Deep learning approaches have gained a lot of momentum and shown a significant improvement in NER tasks in the last few years. These methods supersede dictionary-based, rule-based and the traditional machine learning NER approaches. Deep learning methods learn intricate and complex features of language using a non-linear activation function and eliminate the expensive step of feature engineering by domain experts required by the traditional machine learning methods. BERT (Bidirectional Encoder Representation from Transfer) (Devlin et al. 2019) is one of the most popular transformer models that produce a state-of-the-art result for NER task (Figure 2). BioBERT (Lee et al.) is the biomedical version of the BERT language model for the biomedical text and widely used by the biomedical text-mining domain experts for NER, question answering and summarization tasks. Although BioBERT solves several disadvantages of the traditional dictionary and rule-based approach, it has its challenges. Firstly, it is computationally expensive to train these models from scratch. Although pre-trained models are freely available and only the task-specific fine-tuning is necessary to use bioBERT, depending on the size of the training corpus it may still require several GPU-days.

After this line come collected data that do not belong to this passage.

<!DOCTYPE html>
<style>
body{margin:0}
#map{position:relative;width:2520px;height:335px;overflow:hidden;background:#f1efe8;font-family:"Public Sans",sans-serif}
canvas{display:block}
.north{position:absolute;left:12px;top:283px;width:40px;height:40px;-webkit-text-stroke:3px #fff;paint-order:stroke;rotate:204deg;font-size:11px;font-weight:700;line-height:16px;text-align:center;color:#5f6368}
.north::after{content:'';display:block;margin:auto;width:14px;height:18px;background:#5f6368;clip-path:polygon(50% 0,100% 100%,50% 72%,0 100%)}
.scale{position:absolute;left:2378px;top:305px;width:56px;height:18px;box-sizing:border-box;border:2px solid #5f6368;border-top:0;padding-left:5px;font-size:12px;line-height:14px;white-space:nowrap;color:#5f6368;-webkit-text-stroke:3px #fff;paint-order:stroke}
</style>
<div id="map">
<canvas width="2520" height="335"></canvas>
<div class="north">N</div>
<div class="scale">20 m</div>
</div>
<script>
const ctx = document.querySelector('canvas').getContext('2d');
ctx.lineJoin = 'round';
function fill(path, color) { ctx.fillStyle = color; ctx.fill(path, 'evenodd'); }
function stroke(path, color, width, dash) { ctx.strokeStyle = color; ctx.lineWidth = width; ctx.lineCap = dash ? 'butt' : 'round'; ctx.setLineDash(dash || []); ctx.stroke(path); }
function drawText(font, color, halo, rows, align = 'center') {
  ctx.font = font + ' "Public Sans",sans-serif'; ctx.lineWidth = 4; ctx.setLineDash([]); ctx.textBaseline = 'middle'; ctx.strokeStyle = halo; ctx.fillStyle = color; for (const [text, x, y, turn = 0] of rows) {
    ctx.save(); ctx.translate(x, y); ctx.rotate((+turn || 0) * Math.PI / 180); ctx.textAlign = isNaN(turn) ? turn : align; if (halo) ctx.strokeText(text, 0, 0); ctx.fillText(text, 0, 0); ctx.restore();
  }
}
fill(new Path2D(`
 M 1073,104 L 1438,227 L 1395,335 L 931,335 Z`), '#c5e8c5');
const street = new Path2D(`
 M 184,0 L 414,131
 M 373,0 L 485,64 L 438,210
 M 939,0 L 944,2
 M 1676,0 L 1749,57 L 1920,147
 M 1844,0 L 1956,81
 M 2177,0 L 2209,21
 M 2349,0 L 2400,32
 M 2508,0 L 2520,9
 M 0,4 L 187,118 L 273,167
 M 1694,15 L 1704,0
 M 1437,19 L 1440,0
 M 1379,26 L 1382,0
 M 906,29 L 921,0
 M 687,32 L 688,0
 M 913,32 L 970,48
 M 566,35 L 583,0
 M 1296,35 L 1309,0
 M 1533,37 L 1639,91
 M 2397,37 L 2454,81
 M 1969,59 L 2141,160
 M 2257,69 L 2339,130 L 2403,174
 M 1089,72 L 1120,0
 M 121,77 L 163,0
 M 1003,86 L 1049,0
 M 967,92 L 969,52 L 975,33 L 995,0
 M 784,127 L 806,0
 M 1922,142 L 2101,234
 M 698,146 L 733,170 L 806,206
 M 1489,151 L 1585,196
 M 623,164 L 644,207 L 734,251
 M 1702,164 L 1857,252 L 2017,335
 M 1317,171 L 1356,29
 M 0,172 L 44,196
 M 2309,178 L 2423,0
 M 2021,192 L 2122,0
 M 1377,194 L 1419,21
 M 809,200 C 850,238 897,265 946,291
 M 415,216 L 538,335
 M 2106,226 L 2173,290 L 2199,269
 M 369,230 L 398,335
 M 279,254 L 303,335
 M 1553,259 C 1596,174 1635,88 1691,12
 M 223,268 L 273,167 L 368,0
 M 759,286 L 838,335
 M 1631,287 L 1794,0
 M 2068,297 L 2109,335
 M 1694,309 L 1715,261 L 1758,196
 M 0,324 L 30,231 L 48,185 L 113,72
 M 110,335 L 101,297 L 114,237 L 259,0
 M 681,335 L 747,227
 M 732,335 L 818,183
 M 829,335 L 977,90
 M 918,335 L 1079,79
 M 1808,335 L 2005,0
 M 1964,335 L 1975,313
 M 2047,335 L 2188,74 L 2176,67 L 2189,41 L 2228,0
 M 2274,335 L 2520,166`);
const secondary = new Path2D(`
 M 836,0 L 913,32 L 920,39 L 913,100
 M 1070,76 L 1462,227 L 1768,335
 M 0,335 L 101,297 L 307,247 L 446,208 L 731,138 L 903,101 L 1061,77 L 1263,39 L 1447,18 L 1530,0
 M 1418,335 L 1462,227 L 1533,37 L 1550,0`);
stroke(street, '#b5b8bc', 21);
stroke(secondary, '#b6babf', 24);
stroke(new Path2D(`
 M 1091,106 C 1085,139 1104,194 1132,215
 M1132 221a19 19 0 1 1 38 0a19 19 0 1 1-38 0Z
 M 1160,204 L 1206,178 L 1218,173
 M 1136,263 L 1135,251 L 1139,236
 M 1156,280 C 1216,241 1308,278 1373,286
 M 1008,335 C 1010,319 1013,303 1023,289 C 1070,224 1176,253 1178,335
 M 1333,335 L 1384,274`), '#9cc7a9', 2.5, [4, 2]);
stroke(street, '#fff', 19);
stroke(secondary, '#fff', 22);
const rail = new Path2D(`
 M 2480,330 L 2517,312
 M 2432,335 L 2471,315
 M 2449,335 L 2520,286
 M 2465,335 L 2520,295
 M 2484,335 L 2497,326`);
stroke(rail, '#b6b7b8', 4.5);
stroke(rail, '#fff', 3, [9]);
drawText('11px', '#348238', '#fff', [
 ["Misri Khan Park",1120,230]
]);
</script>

Deep learning methods also work as a black box making it difficult to explain the output. These are the technical aspects of a deep-learning-based NER system. There are challenges regarding the identified NERs. We have generated a gold-standard NER dataset for Europe PMC and trained a BioBERT model to identify targets (gene/protein), diseases and organisms. The model shows significant improvement in NER accuracy with maximum gain for targets in comparison to the dictionary-based approach. Our analysis shows the BioBERT model identifies a large number of novel entities. Without time-consuming, expensive, and rigorous effort, it is impossible to assess and scale the performance of the model for the full article set and determine how many of the novel terms are truly novel.
Therefore, we have taken a hybrid approach to benefit from both the dictionary-based and deep learning NER systems. We are currently using the BioBERT model to remove false-positive target terms. The hybrid approach (Figure 3) seems to be a good compromise while devising a reliable way to confirm novel entities reported by the machine learning methods. Further analysis shows the machine learning method often removes true positive terms affecting the overall performance. A post-processing layer based on the length of the entities and the removal frequency of a term across the entire article set will significantly reduce the removal of the true positive terms and improve entity identification. A similar approach would be used in CINECA.
As CINECA progresses towards producing a text-mining tool to support extraction of metadata concepts from unstructured textual cohort data and description files,we will explore ways to synergise between EuropePMC and CINECA to deploy and evaluate the impact of hybrid approaches for NER. Those will complement existing dictionary and rule-based approaches, ultimately enabling linking between literature information and standardised cohort data. Together, those will improve discoverability and reuse of CINECA knowledge.